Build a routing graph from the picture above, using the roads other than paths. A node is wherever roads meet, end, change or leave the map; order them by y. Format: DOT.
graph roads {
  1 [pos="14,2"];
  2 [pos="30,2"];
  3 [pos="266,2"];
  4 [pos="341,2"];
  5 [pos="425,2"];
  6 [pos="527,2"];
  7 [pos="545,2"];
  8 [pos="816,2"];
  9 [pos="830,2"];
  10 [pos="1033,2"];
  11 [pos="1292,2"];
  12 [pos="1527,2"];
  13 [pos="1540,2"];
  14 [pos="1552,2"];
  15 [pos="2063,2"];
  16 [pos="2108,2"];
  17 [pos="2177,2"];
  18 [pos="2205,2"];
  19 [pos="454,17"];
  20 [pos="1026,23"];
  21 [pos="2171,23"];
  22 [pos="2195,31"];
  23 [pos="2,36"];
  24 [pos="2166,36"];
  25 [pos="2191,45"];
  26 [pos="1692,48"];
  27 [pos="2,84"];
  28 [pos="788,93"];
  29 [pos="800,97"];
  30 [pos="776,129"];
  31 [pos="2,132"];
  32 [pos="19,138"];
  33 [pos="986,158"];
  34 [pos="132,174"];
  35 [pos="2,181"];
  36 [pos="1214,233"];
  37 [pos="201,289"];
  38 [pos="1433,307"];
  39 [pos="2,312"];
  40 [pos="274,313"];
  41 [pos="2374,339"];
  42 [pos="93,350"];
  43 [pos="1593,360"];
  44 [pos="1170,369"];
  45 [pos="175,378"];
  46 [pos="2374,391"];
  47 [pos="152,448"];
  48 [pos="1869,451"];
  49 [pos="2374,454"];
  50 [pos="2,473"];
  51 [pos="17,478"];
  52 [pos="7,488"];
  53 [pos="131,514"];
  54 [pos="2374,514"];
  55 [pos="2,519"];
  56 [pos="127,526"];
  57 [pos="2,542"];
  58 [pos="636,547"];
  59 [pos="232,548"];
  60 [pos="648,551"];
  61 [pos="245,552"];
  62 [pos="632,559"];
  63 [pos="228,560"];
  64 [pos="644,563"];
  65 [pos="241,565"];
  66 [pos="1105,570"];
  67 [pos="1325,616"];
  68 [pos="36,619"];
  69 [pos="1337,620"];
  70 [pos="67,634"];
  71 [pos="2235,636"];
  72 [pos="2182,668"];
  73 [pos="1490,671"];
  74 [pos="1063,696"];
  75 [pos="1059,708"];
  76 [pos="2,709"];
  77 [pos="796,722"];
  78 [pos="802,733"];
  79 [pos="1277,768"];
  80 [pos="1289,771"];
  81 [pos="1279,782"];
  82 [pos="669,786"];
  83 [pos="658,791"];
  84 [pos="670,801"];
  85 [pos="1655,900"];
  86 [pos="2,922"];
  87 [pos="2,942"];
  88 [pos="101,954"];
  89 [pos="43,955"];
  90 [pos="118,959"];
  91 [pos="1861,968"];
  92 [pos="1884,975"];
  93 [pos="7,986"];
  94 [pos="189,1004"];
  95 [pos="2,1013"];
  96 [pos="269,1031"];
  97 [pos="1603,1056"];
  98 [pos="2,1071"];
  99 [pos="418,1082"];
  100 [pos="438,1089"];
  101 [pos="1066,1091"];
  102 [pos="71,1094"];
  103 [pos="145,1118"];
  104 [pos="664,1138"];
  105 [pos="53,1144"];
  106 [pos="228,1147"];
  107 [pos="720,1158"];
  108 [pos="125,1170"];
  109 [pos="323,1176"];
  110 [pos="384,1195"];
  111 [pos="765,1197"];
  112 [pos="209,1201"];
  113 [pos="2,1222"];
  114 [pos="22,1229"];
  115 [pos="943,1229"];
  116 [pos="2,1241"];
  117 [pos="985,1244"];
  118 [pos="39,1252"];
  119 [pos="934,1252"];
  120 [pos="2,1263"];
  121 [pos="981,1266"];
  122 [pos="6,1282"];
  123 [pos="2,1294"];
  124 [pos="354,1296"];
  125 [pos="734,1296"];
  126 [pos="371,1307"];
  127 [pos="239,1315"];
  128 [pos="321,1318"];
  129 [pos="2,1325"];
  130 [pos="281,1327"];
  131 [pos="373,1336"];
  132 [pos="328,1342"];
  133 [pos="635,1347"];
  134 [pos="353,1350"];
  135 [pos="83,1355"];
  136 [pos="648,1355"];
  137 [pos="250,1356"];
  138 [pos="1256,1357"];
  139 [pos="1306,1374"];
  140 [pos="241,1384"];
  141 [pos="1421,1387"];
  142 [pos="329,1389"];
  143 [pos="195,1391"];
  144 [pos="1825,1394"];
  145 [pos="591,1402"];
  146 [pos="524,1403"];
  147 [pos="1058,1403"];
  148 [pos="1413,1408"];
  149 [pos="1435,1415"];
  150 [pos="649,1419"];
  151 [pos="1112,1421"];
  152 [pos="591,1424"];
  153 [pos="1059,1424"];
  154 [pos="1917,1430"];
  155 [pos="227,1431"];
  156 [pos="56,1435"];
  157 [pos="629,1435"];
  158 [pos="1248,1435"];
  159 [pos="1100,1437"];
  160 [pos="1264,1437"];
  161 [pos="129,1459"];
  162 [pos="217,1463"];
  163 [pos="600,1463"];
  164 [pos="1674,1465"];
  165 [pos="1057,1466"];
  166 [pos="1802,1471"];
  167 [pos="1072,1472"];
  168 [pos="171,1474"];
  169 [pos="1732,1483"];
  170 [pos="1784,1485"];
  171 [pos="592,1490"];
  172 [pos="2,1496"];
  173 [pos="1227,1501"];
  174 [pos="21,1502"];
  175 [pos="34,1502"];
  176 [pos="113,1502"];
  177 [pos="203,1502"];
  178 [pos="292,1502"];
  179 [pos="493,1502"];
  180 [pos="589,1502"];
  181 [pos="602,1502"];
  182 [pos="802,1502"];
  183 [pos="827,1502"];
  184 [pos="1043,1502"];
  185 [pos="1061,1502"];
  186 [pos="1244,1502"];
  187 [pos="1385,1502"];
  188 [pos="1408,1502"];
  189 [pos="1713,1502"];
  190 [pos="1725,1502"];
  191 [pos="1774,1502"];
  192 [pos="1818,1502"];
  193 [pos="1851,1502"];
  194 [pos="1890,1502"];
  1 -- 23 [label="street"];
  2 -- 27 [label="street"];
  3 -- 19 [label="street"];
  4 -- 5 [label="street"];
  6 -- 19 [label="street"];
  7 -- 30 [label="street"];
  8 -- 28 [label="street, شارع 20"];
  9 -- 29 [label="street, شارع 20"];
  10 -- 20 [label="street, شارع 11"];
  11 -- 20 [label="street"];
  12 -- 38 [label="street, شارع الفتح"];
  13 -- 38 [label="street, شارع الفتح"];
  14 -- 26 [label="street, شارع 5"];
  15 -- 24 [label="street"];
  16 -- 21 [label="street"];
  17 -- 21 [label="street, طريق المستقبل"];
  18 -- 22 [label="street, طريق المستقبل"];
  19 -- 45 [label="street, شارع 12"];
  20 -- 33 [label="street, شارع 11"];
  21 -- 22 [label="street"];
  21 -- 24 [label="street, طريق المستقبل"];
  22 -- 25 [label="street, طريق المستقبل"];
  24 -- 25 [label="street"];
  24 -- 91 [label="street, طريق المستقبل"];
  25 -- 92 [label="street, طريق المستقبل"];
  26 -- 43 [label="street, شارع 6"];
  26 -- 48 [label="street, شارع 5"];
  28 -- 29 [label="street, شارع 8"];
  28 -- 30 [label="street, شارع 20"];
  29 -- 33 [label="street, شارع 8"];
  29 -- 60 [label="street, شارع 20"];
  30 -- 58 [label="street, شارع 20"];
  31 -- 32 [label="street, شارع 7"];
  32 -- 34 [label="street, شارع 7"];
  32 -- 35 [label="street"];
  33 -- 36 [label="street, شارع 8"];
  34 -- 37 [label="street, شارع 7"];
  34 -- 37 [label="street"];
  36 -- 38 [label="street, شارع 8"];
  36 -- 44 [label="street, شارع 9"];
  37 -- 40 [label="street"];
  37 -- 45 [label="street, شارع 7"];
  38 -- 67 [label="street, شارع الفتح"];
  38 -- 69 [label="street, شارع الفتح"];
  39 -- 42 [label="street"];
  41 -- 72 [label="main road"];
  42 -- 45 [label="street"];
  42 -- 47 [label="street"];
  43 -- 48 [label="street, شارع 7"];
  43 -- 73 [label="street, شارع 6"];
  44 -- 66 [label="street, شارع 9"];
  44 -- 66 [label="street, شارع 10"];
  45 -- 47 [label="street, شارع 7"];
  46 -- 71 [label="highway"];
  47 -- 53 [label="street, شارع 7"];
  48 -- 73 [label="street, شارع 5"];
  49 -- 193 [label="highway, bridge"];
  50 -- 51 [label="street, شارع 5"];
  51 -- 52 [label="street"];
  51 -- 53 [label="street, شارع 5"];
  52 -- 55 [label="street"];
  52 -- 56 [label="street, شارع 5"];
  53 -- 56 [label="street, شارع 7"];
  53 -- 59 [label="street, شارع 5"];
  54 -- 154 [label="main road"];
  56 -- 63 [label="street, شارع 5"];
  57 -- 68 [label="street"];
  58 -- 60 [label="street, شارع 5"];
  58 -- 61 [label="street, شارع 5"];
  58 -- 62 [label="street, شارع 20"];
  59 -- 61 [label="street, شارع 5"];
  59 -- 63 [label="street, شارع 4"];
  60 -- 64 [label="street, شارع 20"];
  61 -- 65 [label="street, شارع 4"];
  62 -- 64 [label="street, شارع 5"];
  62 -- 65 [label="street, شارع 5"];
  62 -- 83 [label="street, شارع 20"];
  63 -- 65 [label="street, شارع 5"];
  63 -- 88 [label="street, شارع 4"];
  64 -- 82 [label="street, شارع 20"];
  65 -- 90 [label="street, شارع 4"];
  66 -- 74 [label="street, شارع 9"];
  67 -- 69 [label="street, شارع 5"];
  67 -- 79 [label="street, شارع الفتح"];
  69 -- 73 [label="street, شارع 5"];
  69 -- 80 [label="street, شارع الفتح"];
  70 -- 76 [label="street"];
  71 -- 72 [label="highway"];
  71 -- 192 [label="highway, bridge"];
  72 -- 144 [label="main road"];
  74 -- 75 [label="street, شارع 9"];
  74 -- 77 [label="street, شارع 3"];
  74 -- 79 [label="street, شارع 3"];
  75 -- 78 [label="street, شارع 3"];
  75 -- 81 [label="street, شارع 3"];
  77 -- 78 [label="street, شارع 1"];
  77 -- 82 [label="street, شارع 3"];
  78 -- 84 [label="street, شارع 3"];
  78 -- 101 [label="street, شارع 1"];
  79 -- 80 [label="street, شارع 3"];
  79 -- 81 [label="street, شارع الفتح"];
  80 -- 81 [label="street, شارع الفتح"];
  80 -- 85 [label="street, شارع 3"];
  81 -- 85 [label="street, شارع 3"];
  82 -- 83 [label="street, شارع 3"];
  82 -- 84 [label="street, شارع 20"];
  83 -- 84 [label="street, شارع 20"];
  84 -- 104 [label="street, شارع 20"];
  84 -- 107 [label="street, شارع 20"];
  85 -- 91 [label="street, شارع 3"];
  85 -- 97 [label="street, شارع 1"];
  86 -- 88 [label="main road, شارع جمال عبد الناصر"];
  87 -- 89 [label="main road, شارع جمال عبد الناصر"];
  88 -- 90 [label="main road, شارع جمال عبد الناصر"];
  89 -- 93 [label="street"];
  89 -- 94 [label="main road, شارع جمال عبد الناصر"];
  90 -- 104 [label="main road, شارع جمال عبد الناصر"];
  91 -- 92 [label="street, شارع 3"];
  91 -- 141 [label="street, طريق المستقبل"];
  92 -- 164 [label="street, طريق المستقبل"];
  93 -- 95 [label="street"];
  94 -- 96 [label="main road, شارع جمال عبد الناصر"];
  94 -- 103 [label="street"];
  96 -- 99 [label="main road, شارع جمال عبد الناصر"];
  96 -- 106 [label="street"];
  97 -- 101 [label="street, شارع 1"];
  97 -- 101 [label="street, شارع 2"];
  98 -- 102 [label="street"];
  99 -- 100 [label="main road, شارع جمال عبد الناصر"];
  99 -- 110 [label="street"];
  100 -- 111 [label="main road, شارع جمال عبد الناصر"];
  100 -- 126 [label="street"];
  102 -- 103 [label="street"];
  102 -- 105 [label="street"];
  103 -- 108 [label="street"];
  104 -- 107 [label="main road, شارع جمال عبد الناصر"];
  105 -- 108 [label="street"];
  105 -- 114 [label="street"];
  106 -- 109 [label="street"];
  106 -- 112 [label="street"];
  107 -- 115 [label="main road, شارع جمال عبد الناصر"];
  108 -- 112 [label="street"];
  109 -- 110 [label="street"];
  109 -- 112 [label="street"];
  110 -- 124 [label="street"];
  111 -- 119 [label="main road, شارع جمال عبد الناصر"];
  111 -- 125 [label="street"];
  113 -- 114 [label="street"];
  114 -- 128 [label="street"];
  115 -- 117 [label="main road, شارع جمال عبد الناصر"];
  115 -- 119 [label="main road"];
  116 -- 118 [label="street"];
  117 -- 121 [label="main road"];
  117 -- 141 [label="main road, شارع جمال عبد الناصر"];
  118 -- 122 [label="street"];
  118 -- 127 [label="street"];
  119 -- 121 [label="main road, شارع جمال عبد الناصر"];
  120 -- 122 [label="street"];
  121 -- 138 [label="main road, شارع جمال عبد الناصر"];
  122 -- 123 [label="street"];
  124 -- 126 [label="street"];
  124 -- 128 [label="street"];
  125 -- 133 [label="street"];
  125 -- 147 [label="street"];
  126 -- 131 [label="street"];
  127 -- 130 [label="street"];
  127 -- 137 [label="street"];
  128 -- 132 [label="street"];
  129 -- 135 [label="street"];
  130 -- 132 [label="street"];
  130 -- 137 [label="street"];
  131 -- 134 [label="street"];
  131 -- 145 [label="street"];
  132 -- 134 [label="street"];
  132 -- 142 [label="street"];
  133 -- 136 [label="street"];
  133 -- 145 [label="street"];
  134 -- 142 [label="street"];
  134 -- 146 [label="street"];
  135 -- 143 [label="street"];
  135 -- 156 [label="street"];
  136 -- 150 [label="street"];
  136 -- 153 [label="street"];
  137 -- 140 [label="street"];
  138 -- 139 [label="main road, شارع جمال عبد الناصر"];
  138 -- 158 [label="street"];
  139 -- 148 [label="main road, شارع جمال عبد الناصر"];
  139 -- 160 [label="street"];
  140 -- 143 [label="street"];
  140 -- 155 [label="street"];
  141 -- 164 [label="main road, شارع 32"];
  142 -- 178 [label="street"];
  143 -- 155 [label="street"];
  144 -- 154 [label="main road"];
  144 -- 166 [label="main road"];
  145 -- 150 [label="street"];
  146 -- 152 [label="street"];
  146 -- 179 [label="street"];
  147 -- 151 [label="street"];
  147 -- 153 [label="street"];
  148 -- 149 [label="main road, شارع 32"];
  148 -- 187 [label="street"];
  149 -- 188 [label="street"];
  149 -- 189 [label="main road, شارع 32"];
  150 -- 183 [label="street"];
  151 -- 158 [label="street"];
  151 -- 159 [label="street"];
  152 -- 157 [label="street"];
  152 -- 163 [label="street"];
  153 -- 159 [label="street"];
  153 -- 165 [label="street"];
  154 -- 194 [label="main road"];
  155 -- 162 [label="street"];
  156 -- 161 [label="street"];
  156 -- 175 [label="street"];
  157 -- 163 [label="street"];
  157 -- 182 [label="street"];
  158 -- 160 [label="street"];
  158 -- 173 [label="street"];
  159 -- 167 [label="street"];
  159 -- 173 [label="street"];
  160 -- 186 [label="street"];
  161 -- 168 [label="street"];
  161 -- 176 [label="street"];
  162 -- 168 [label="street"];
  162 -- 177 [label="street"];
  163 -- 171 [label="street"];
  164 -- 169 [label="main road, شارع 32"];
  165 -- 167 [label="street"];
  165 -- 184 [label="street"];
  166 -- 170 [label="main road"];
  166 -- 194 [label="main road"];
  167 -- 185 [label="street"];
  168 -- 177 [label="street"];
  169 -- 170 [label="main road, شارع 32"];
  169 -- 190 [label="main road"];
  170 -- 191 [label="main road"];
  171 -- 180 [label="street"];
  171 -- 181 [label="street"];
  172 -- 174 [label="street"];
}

※ ※ ※

Nothing but a number is needed: tally the lines of the listing that contain "طريق".

▶ Output
8